▸ RAW DATA:
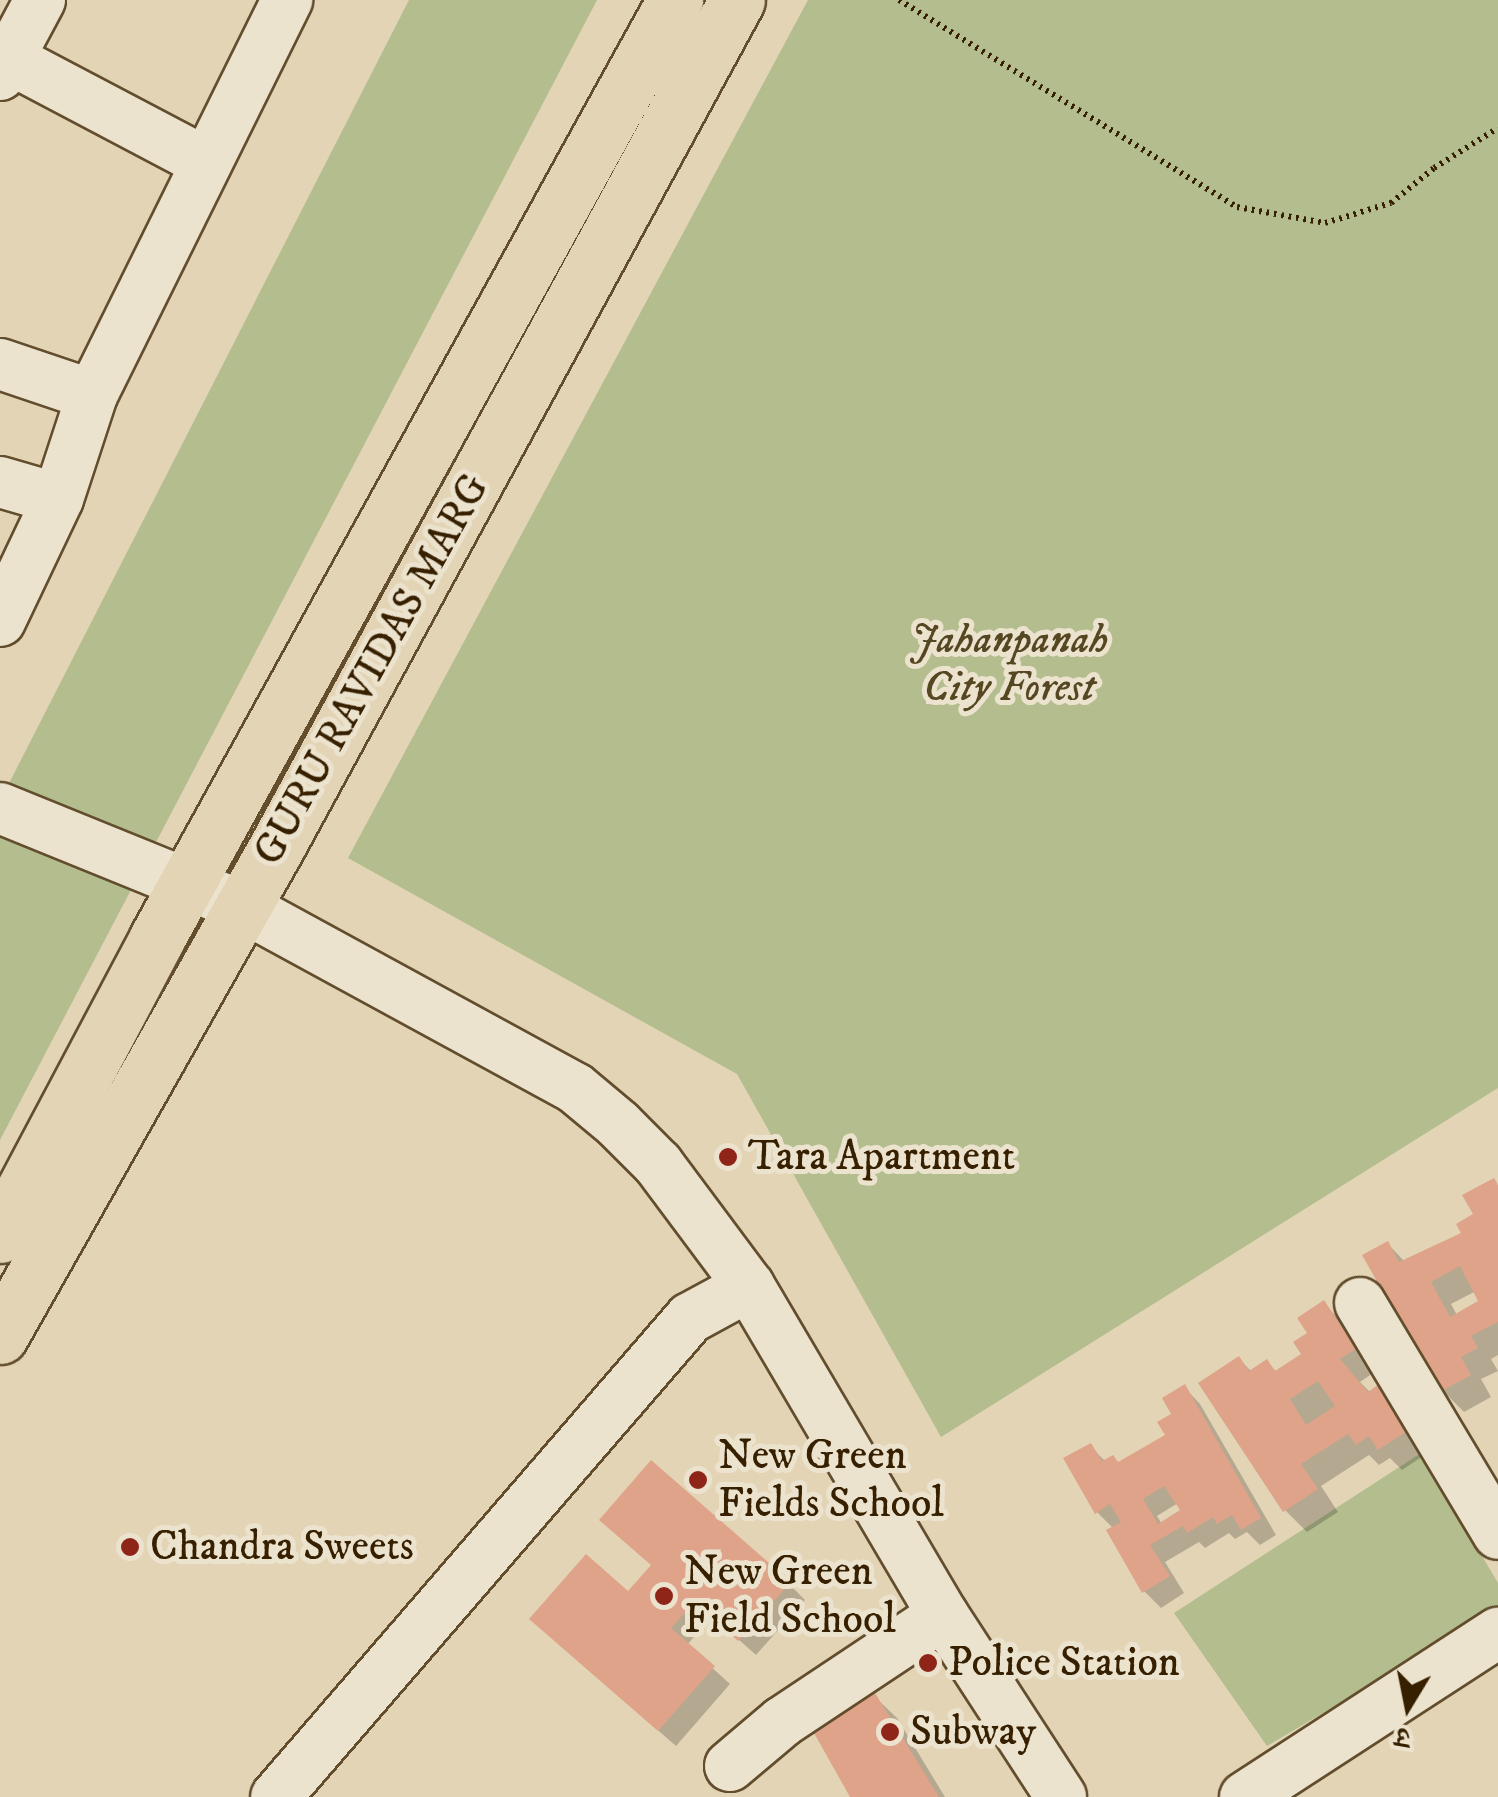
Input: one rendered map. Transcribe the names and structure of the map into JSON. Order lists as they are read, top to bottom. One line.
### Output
{"streets":{"main road":["GURU RAVIDAS MARG"]},"parks":["Jahanpanah City Forest"],"places":["Tara Apartment","New Green Fields School","Chandra Sweets","New Green Field School","Police Station","Subway"],"north":"bottom"}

▸ WORK TO COMPLETE:
Output all the data, exactly, without images.

▸ ANSWER TO THIS EXERCISE:
Input: one rendered map. Transcribe the names and structure of the map into JSON. Order lists as they are read, top to bottom. One line.
### Output
{"streets":{"main road":["GURU RAVIDAS MARG"]},"parks":["Jahanpanah City Forest"],"places":["Tara Apartment","New Green Fields School","Chandra Sweets","New Green Field School","Police Station","Subway"],"north":"bottom"}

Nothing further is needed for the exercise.